A long time ago (aka 1994), catalogers controlled every aspect of their business. Sales were not generated unless a catalog was mailed.
Conversely, retailers thrived almost entirely on the concept of "organic demand". In other words, because there was an Ann Taylor store at the Galleria, sales were going to be generated. Ann Taylor could do absolutely no advertising whatsoever, and yet, the store would have loyal customers shopping every few months.
Back in 1994, you analyzed all customers who purchased in 1993. For catalogers, the relationship looked like this:
- Normal Mail Stream = $150 spent in 1994.
- Do Not Mail Catalogs = $0 spent in 1994.
- Normal Advertising Campaign = $150 spent in 1994.
- No Advertising At All = $130 spent in 1994.
Starting in 1995, e-commerce ruined each discipline.
See, e-commerce is a true hybrid of cataloging and retailing. Today, a cataloger might have the following relationship:
- Normal Advertising Strategy = $150 spent in 2007.
- No Advertising At All = $70 spent in 2007.
And this is where we, as direct marketers, fail miserably. We want to "attribute" every single order to one of our marketing strategies. We are systematically frustrated by the customer who simply types http://cuddledown.com and buys something.
So we do a matchback analysis, and claim that a catalog mailed eight weeks ago must have been responsible for this order.
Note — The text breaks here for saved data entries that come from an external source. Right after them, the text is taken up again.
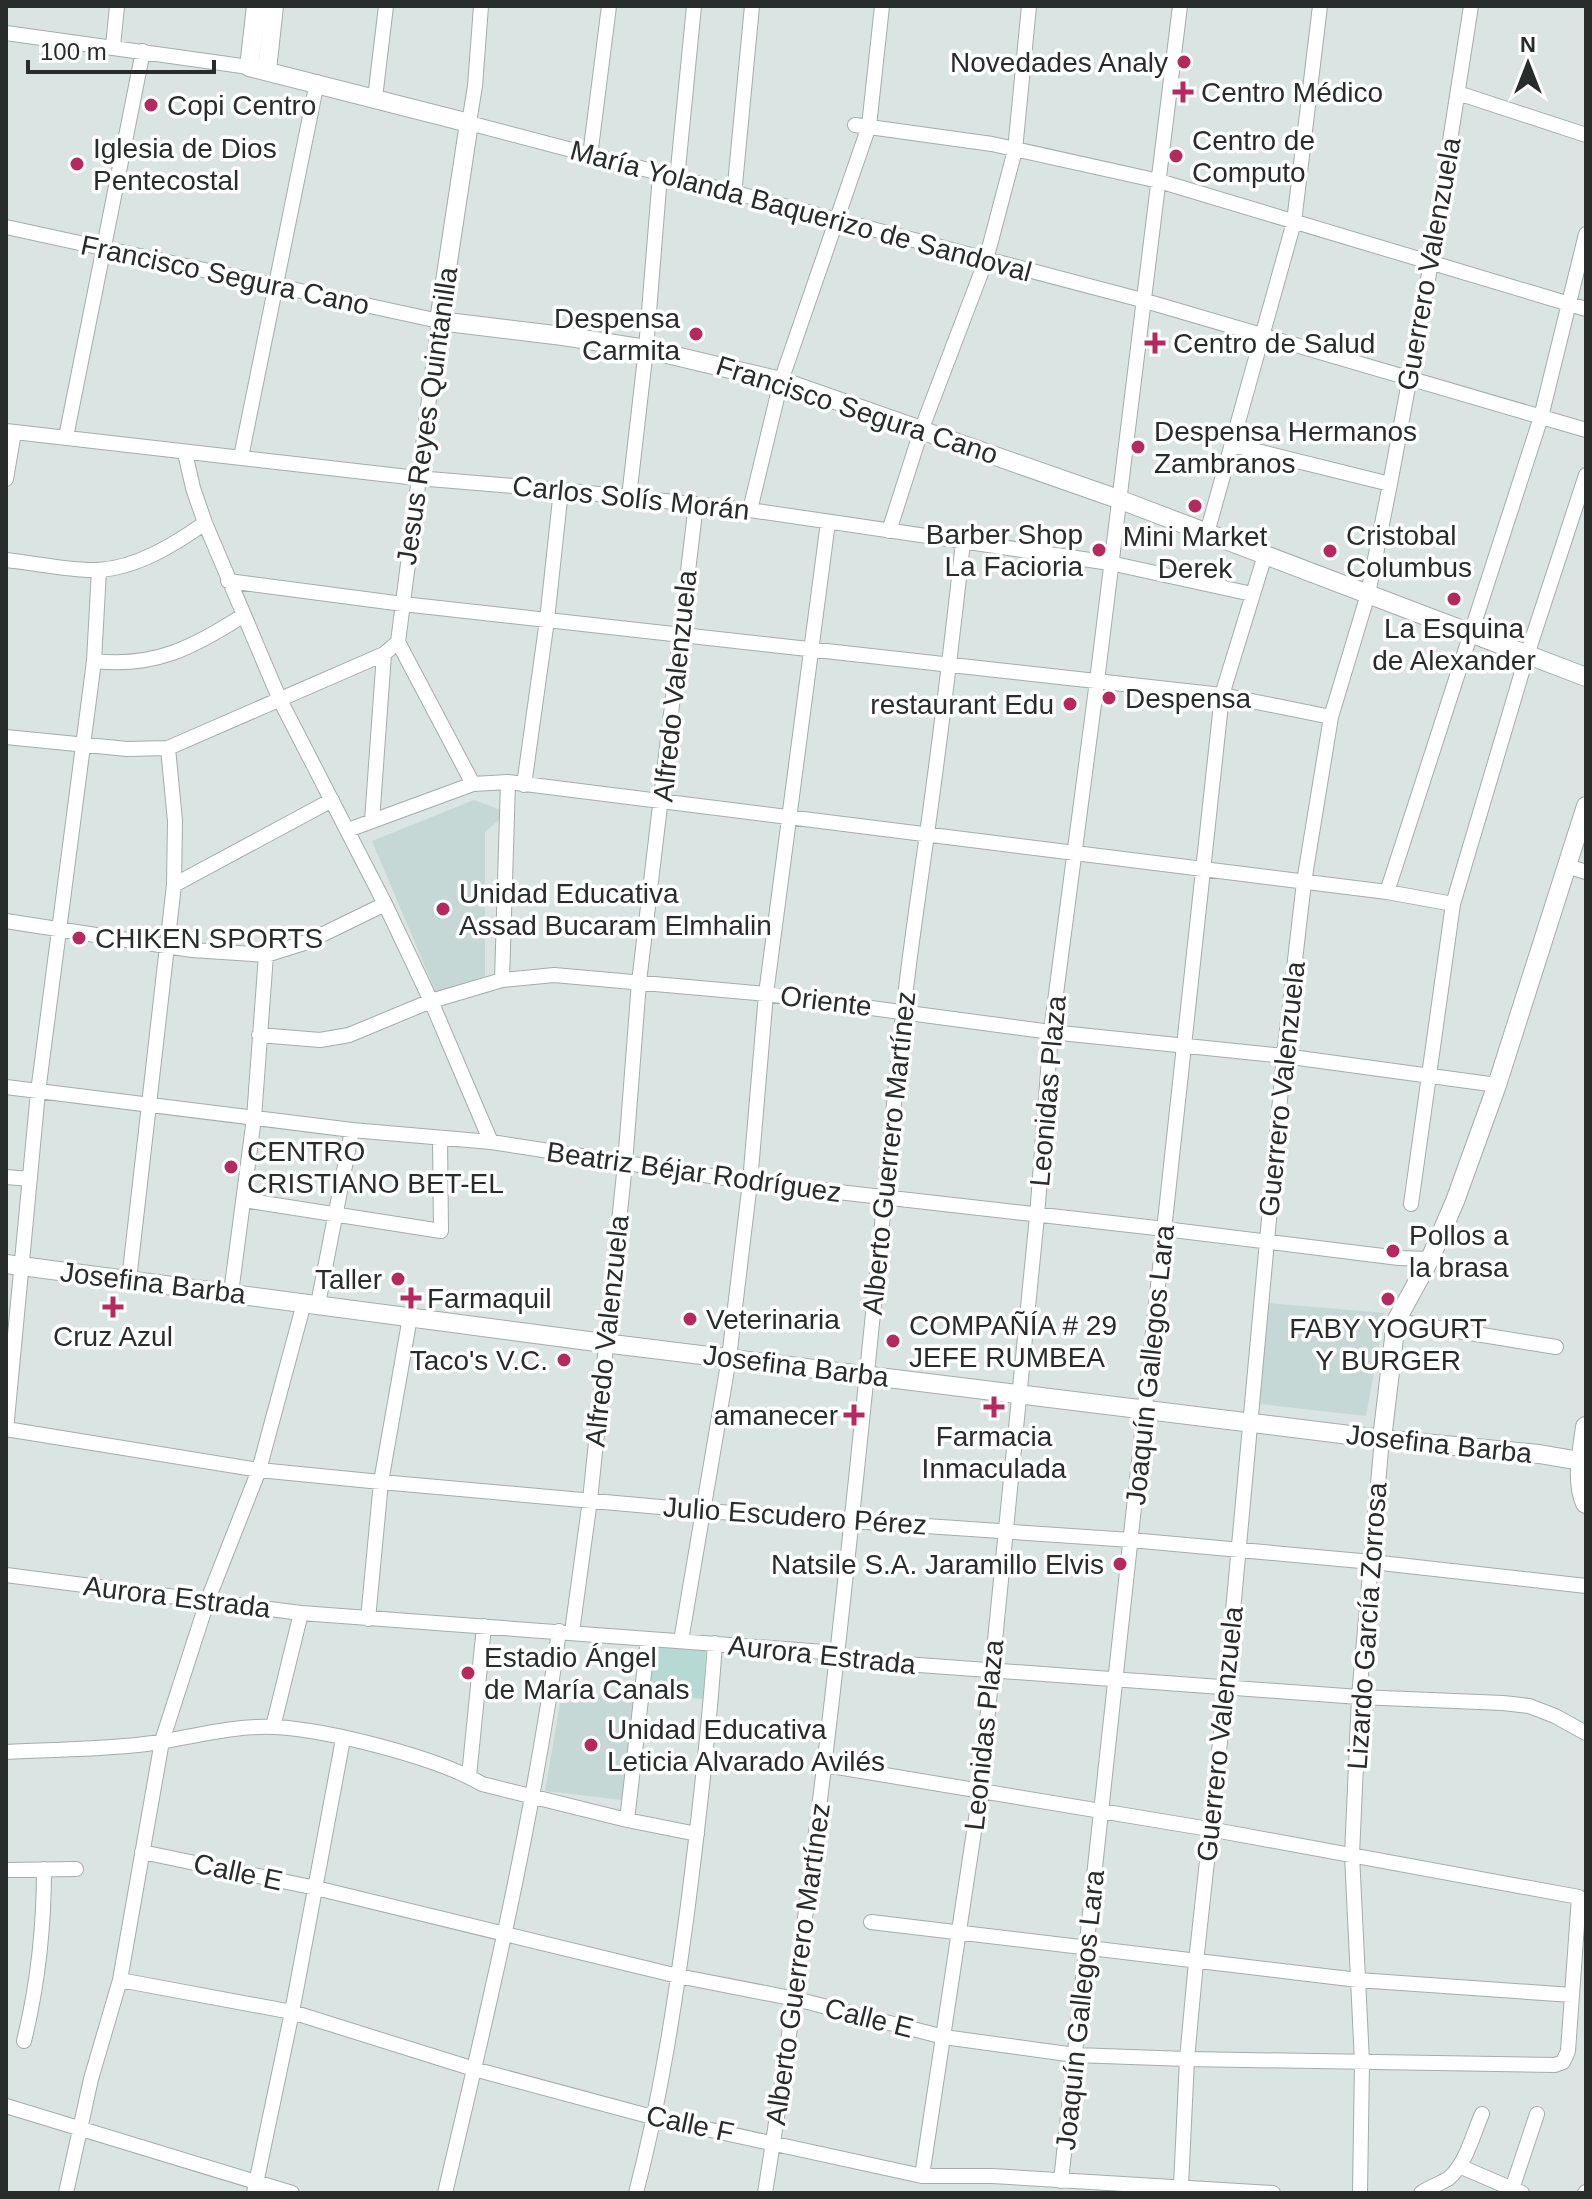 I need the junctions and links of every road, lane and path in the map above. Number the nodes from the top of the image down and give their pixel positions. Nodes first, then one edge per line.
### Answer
1 (117, 6) edge
2 (256, 6) edge
3 (274, 6) edge
4 (386, 6) edge
5 (481, 6) edge
6 (609, 6) edge
7 (694, 6) edge
8 (752, 6) edge
9 (882, 6) edge
10 (1029, 6) edge
11 (1180, 6) edge
12 (1320, 6) edge
13 (1471, 6) edge
14 (6, 33) edge
15 (113, 46) junction
16 (143, 51) junction
17 (258, 68) junction
18 (317, 82) junction
19 (1458, 93) junction
20 (375, 98) junction
21 (469, 123) junction
22 (862, 125) junction
23 (1586, 135) edge
24 (1015, 150) junction
25 (590, 156) junction
26 (660, 175) junction
27 (677, 179) junction
28 (1159, 181) junction
29 (734, 195) junction
30 (835, 221) junction
31 (1294, 222) junction
32 (6, 227) edge
33 (1586, 234) edge
34 (102, 248) junction
35 (986, 260) junction
36 (1431, 263) junction
37 (274, 287) junction
38 (1142, 300) junction
39 (1568, 303) junction
40 (1586, 309) edge
41 (439, 321) junction
42 (1262, 336) junction
43 (646, 349) junction
44 (1410, 379) junction
45 (781, 381) junction
46 (1541, 417) junction
47 (922, 428) junction
48 (1586, 430) edge
49 (10, 431) edge
50 (66, 437) junction
51 (1233, 445) junction
52 (185, 453) junction
53 (241, 457) junction
54 (1586, 475) edge
55 (417, 478) junction
56 (6, 479) edge
57 (1390, 484) junction
58 (561, 490) junction
59 (629, 497) junction
60 (1118, 499) junction
61 (696, 504) junction
62 (750, 510) junction
63 (828, 522) junction
64 (205, 523) junction
65 (889, 531) junction
66 (1207, 533) junction
67 (963, 542) junction
68 (1265, 555) junction
69 (6, 560) edge
70 (1110, 563) junction
71 (99, 570) junction
72 (228, 581) junction
73 (1252, 594) junction
74 (1368, 594) junction
75 (403, 604) junction
76 (244, 615) junction
77 (547, 620) junction
78 (1472, 634) junction
79 (679, 635) junction
80 (398, 642) junction
81 (810, 649) junction
82 (384, 654) junction
83 (1527, 655) junction
84 (94, 661) junction
85 (949, 664) junction
86 (1586, 677) edge
87 (1097, 681) junction
88 (1222, 695) junction
89 (280, 700) junction
90 (1331, 717) junction
91 (6, 737) edge
92 (82, 745) junction
93 (168, 748) junction
94 (508, 782) junction
95 (473, 784) junction
96 (524, 785) junction
97 (332, 800) junction
98 (662, 802) junction
99 (1586, 806) edge
100 (789, 819) junction
101 (372, 821) junction
102 (348, 830) junction
103 (927, 834) junction
104 (1075, 855) junction
105 (1567, 866) junction
106 (1204, 870) junction
107 (1586, 872) edge
108 (1304, 882) junction
109 (174, 885) junction
110 (1387, 892) junction
111 (385, 904) junction
112 (1453, 904) junction
113 (6, 921) edge
114 (59, 929) junction
115 (166, 946) junction
116 (266, 955) junction
117 (502, 980) junction
118 (639, 982) junction
119 (766, 994) junction
120 (431, 1001) junction
121 (903, 1011) junction
122 (1051, 1032) junction
123 (259, 1035) junction
124 (1185, 1045) junction
125 (1284, 1056) junction
126 (1428, 1076) junction
127 (1497, 1085) junction
128 (6, 1087) edge
129 (38, 1092) junction
130 (148, 1103) junction
131 (254, 1118) junction
132 (352, 1130) junction
133 (440, 1138) junction
134 (491, 1142) junction
135 (625, 1164) junction
136 (6, 1177) edge
137 (30, 1179) junction
138 (750, 1182) junction
139 (887, 1198) junction
140 (244, 1200) junction
141 (1411, 1204) dead end
142 (335, 1214) junction
143 (1037, 1216) junction
144 (1165, 1229) junction
145 (1267, 1241) junction
146 (1430, 1259) junction
147 (14, 1265) edge
148 (129, 1280) junction
149 (231, 1293) junction
150 (311, 1304) junction
151 (410, 1317) junction
152 (1396, 1321) junction
153 (604, 1343) junction
154 (1556, 1347) dead end
155 (729, 1358) junction
156 (865, 1375) junction
157 (1018, 1394) junction
158 (1145, 1410) junction
159 (1249, 1423) junction
160 (1586, 1427) edge
161 (6, 1429) edge
162 (1382, 1439) junction
163 (1584, 1462) edge
164 (259, 1470) junction
165 (381, 1482) junction
166 (590, 1500) junction
167 (1586, 1503) edge
168 (705, 1511) junction
169 (854, 1520) junction
170 (1005, 1531) junction
171 (1131, 1540) junction
172 (1239, 1550) junction
173 (1372, 1562) junction
174 (6, 1575) edge
175 (1586, 1586) edge
176 (207, 1602) junction
177 (301, 1613) junction
178 (368, 1619) junction
179 (484, 1626) junction
180 (566, 1632) junction
181 (648, 1639) junction
182 (681, 1641) junction
183 (715, 1643) junction
184 (838, 1653) junction
185 (991, 1670) junction
186 (1116, 1679) junction
187 (1226, 1687) junction
188 (1359, 1697) junction
189 (273, 1727) junction
190 (1586, 1733) edge
191 (343, 1739) junction
192 (162, 1741) junction
193 (6, 1752) edge
194 (825, 1765) junction
195 (469, 1776) junction
196 (980, 1792) junction
197 (533, 1797) junction
198 (1101, 1812) junction
199 (627, 1820) junction
200 (1209, 1829) junction
201 (697, 1834) junction
202 (142, 1852) junction
203 (1352, 1855) junction
204 (44, 1869) junction
205 (76, 1869) dead end
206 (6, 1870) edge
207 (316, 1888) junction
208 (871, 1922) dead end
209 (505, 1934) junction
210 (960, 1934) junction
211 (1087, 1948) junction
212 (1196, 1962) junction
213 (678, 1976) junction
214 (120, 1980) junction
215 (1358, 1980) junction
216 (1572, 1995) junction
217 (796, 1999) junction
218 (292, 2012) junction
219 (944, 2037) junction
220 (24, 2041) dead end
221 (1075, 2055) junction
222 (1187, 2059) junction
223 (1362, 2062) junction
224 (474, 2069) junction
225 (6, 2106) edge
226 (1482, 2114) dead end
227 (1537, 2114) dead end
228 (656, 2118) junction
229 (79, 2128) junction
230 (773, 2142) junction
231 (1459, 2166) junction
232 (922, 2176) junction
233 (1061, 2181) junction
234 (1181, 2186) junction
235 (256, 2187) edge
236 (1517, 2191) edge
237 (66, 2193) edge
238 (292, 2193) edge
239 (445, 2193) edge
240 (636, 2193) edge
241 (765, 2193) edge
242 (1273, 2193) edge
243 (1360, 2193) edge
244 (1421, 2193) edge

1 - 15 street
2 - 17 street
3 - 17 street
4 - 20 street
5 - 21 street, Jesus Reyes Quintanilla
6 - 25 street
7 - 27 street
8 - 29 street
9 - 22 street
10 - 24 street
11 - 28 street, Leonidas Plaza
12 - 31 street
13 - 19 street, Guerrero Valenzuela
14 - 15 street, María Yolanda Baquerizo de Sandoval
15 - 16 street, María Yolanda Baquerizo de Sandoval
16 - 17 street, María Yolanda Baquerizo de Sandoval
16 - 34 street
17 - 18 street, María Yolanda Baquerizo de Sandoval
18 - 20 street, María Yolanda Baquerizo de Sandoval
18 - 37 street
19 - 23 street
19 - 36 street, Guerrero Valenzuela
20 - 21 street, María Yolanda Baquerizo de Sandoval
21 - 25 street, María Yolanda Baquerizo de Sandoval
21 - 41 street, Jesus Reyes Quintanilla
22 - 24 street
22 - 30 street
24 - 28 street
24 - 35 street
25 - 26 street, María Yolanda Baquerizo de Sandoval
26 - 27 street, María Yolanda Baquerizo de Sandoval
26 - 43 street
27 - 29 street, María Yolanda Baquerizo de Sandoval
28 - 31 street
28 - 38 street, Leonidas Plaza
29 - 30 street, María Yolanda Baquerizo de Sandoval
30 - 35 street, María Yolanda Baquerizo de Sandoval
30 - 45 street
31 - 36 street
31 - 42 street
32 - 34 street, Francisco Segura Cano
33 - 39 street
34 - 37 street, Francisco Segura Cano
34 - 50 street
35 - 38 street, María Yolanda Baquerizo de Sandoval
35 - 47 street
36 - 39 street
36 - 44 street, Guerrero Valenzuela
37 - 41 street, Francisco Segura Cano
37 - 53 street
38 - 42 street, María Yolanda Baquerizo de Sandoval
38 - 60 street, Leonidas Plaza
39 - 40 street
39 - 46 street
41 - 43 street, Francisco Segura Cano
41 - 55 street, Jesus Reyes Quintanilla
42 - 44 street, María Yolanda Baquerizo de Sandoval
42 - 51 street
43 - 45 street, Francisco Segura Cano
43 - 59 street
44 - 46 street, María Yolanda Baquerizo de Sandoval
44 - 57 street, Guerrero Valenzuela
45 - 47 street, Francisco Segura Cano
45 - 62 street
46 - 48 street, María Yolanda Baquerizo de Sandoval
46 - 78 street
47 - 60 street, Francisco Segura Cano
47 - 65 street
49 - 50 street, Carlos Solís Morán
49 - 56 street
50 - 52 street, Carlos Solís Morán
51 - 57 street
51 - 66 street
52 - 53 street, Carlos Solís Morán
52 - 64 street
53 - 55 street, Carlos Solís Morán
54 - 83 street
55 - 58 street, Carlos Solís Morán
55 - 75 street, Jesus Reyes Quintanilla
57 - 74 street, Guerrero Valenzuela
58 - 59 street, Carlos Solís Morán
58 - 77 street
59 - 61 street, Carlos Solís Morán
60 - 66 street, Francisco Segura Cano
60 - 70 street, Leonidas Plaza
61 - 62 street, Carlos Solís Morán
61 - 79 street, Alfredo Valenzuela
62 - 63 street, Carlos Solís Morán
63 - 65 street, Carlos Solís Morán
63 - 81 street
64 - 71 street
64 - 72 street
65 - 67 street, Carlos Solís Morán
66 - 68 street, Francisco Segura Cano
67 - 70 street, Carlos Solís Morán
67 - 85 street, Alberto Guerrero Martínez
68 - 73 street, Joaquín Gallegos Lara
68 - 74 street, Francisco Segura Cano
69 - 71 street
70 - 73 street, Carlos Solís Morán
70 - 87 street, Leonidas Plaza
71 - 84 street
72 - 75 street
72 - 76 street
73 - 88 street, Joaquín Gallegos Lara
74 - 78 street, Francisco Segura Cano
74 - 90 street, Guerrero Valenzuela
75 - 77 street
75 - 80 street, Jesus Reyes Quintanilla
76 - 84 street
76 - 89 street
77 - 79 street
77 - 96 street
78 - 83 street, Francisco Segura Cano
78 - 110 street
79 - 81 street
79 - 98 street, Alfredo Valenzuela
80 - 82 street
80 - 95 street
81 - 85 street
81 - 100 street
82 - 89 street
82 - 101 street
83 - 86 street, Francisco Segura Cano
83 - 112 street
84 - 92 street
85 - 87 street
85 - 103 street, Alberto Guerrero Martínez
87 - 88 street
87 - 104 street, Leonidas Plaza
88 - 90 street
88 - 106 street, Joaquín Gallegos Lara
89 - 93 street
89 - 97 street
90 - 108 street, Guerrero Valenzuela
91 - 92 street
92 - 93 street
92 - 114 street
93 - 109 street
94 - 95 street
94 - 96 street
94 - 117 street
95 - 101 street
96 - 98 street
97 - 102 street
97 - 109 street
98 - 100 street
98 - 118 street, Alfredo Valenzuela
99 - 105 street, Lizardo García Zorrosa
100 - 103 street
100 - 119 street
101 - 102 street
102 - 111 street
103 - 104 street
103 - 121 street, Alberto Guerrero Martínez
104 - 106 street
104 - 122 street, Leonidas Plaza
105 - 107 street
105 - 127 street, Lizardo García Zorrosa
106 - 108 street
106 - 124 street, Joaquín Gallegos Lara
108 - 110 street
108 - 125 street, Guerrero Valenzuela
109 - 115 street
110 - 112 street
111 - 116 street
111 - 120 street
112 - 126 street
113 - 114 street
114 - 115 street
114 - 129 street
115 - 116 street
115 - 130 street
116 - 123 street
117 - 118 street, Oriente
117 - 120 street, Oriente
118 - 119 street, Oriente
118 - 135 street, Alfredo Valenzuela
119 - 121 street, Oriente
119 - 138 street
120 - 123 street, Oriente
120 - 134 street
121 - 122 street, Oriente
121 - 139 street, Alberto Guerrero Martínez
122 - 124 street, Oriente
122 - 143 street, Leonidas Plaza
123 - 131 street
124 - 125 street, Oriente
124 - 144 street, Joaquín Gallegos Lara
125 - 126 street, Oriente
125 - 145 street, Guerrero Valenzuela
126 - 127 street, Oriente
126 - 141 street
127 - 146 street, Lizardo García Zorrosa
128 - 129 street, Beatriz Béjar Rodríguez
129 - 130 street, Beatriz Béjar Rodríguez
129 - 137 street
130 - 131 street, Beatriz Béjar Rodríguez
130 - 148 street
131 - 132 street, Beatriz Béjar Rodríguez
131 - 140 street
132 - 133 street, Beatriz Béjar Rodríguez
132 - 142 street
133 - 134 street, Beatriz Béjar Rodríguez
133 - 142 street
134 - 135 street, Beatriz Béjar Rodríguez
135 - 138 street, Beatriz Béjar Rodríguez
135 - 153 street, Alfredo Valenzuela
136 - 137 street
137 - 147 street
138 - 139 street, Beatriz Béjar Rodríguez
138 - 155 street
139 - 143 street, Beatriz Béjar Rodríguez
139 - 156 street, Alberto Guerrero Martínez
140 - 142 street
140 - 149 street
142 - 150 street
143 - 144 street, Beatriz Béjar Rodríguez
143 - 157 street, Leonidas Plaza
144 - 145 street, Beatriz Béjar Rodríguez
144 - 158 street, Joaquín Gallegos Lara
145 - 146 street, Beatriz Béjar Rodríguez
145 - 159 street, Guerrero Valenzuela
146 - 152 street, Lizardo García Zorrosa
147 - 148 street, Josefina Barba
147 - 161 street
148 - 149 street, Josefina Barba
149 - 150 street, Josefina Barba
150 - 151 street, Josefina Barba
150 - 164 street
151 - 153 street, Josefina Barba
151 - 165 street
152 - 154 street
152 - 162 street, Lizardo García Zorrosa
153 - 155 street, Josefina Barba
153 - 166 street, Alfredo Valenzuela
155 - 156 street, Josefina Barba
155 - 168 street
156 - 157 street, Josefina Barba
156 - 169 street, Alberto Guerrero Martínez
157 - 158 street, Josefina Barba
157 - 170 street, Leonidas Plaza
158 - 159 street, Josefina Barba
158 - 171 street, Joaquín Gallegos Lara
159 - 162 street, Josefina Barba
159 - 172 street, Guerrero Valenzuela
160 - 163 main road
161 - 164 street, Julio Escudero Pérez
162 - 163 street, Josefina Barba
162 - 173 street, Lizardo García Zorrosa
163 - 167 main road
164 - 165 street, Julio Escudero Pérez
164 - 176 street
165 - 166 street, Julio Escudero Pérez
165 - 178 street
166 - 168 street, Julio Escudero Pérez
166 - 180 street, Alfredo Valenzuela
168 - 169 street, Julio Escudero Pérez
168 - 182 street
169 - 170 street, Julio Escudero Pérez
169 - 184 street, Alberto Guerrero Martínez
170 - 171 street, Julio Escudero Pérez
170 - 185 street, Leonidas Plaza
171 - 172 street, Julio Escudero Pérez
171 - 186 street, Joaquín Gallegos Lara
172 - 173 street, Julio Escudero Pérez
172 - 187 street, Guerrero Valenzuela
173 - 175 street, Julio Escudero Pérez
173 - 188 street, Lizardo García Zorrosa
174 - 176 street, Aurora Estrada
176 - 177 street, Aurora Estrada
176 - 192 street
177 - 178 street, Aurora Estrada
177 - 189 street
178 - 179 street, Aurora Estrada
179 - 180 street, Aurora Estrada
179 - 195 street
180 - 181 street, Aurora Estrada
180 - 197 street, Alfredo Valenzuela
181 - 182 street, Aurora Estrada
181 - 199 street
182 - 183 street, Aurora Estrada
183 - 184 street, Aurora Estrada
183 - 201 street
184 - 185 street, Aurora Estrada
184 - 194 street, Alberto Guerrero Martínez
185 - 186 street, Aurora Estrada
185 - 196 street, Leonidas Plaza
186 - 187 street, Aurora Estrada
186 - 198 street, Joaquín Gallegos Lara
187 - 188 street, Aurora Estrada
187 - 200 street, Guerrero Valenzuela
188 - 190 street, Aurora Estrada
188 - 203 street, Lizardo García Zorrosa
189 - 191 street
189 - 192 street
191 - 195 street
191 - 207 street
192 - 193 street
192 - 202 street
194 - 196 street
194 - 217 street, Alberto Guerrero Martínez
195 - 197 street
196 - 198 street
196 - 210 street, Leonidas Plaza
197 - 199 street
197 - 209 street, Alfredo Valenzuela
198 - 200 street
198 - 211 street, Joaquín Gallegos Lara
199 - 201 street
200 - 203 street
200 - 212 street, Guerrero Valenzuela
201 - 213 street
202 - 207 street, Calle E
202 - 214 street
203 - 215 street, Lizardo García Zorrosa
203 - 216 street
204 - 205 street
204 - 206 street
204 - 220 street
207 - 209 street, Calle E
207 - 218 street
208 - 210 street
209 - 213 street, Calle E
209 - 224 street, Alfredo Valenzuela
210 - 211 street
210 - 219 street, Leonidas Plaza
211 - 212 street
211 - 221 street, Joaquín Gallegos Lara
212 - 215 street
212 - 222 street, Guerrero Valenzuela
213 - 217 street, Calle E
213 - 228 street
214 - 218 street, Calle F
214 - 229 street
215 - 216 street
215 - 223 street, Lizardo García Zorrosa
216 - 223 street, Calle E
217 - 219 street, Calle E
217 - 230 street, Alberto Guerrero Martínez
218 - 224 street, Calle F
218 - 235 street
219 - 221 street, Calle E
219 - 232 street, Leonidas Plaza
221 - 222 street, Calle E
221 - 233 street, Joaquín Gallegos Lara
222 - 223 street, Calle E
222 - 234 street, Guerrero Valenzuela
223 - 243 street, Lizardo García Zorrosa
224 - 228 street, Calle F
224 - 239 street, Alfredo Valenzuela
225 - 229 street
226 - 231 street
227 - 236 street
228 - 230 street, Calle F
228 - 240 street
229 - 235 street
229 - 237 street
230 - 232 street, Calle F
230 - 241 street, Alberto Guerrero Martínez
231 - 236 street
231 - 244 street
232 - 233 street, Calle F
233 - 234 street, Calle F
234 - 242 street, Calle F
235 - 238 street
If you work for a cataloger, and struggle with the concept of "organic demand", demand that occurs without any advertising, set up an appointment to meet with a non-competitive retailer. If you work at Cuddledown of Maine (an example, not a critique of this wonderful brand), why not call the folks at a non-competitor like Best Buy, and arrange for a two day field trip? Learn how retailers cope with the concept of organic demand by spending time with folks who deal with this concept, a concept that requires a fundamentally different style of measurement.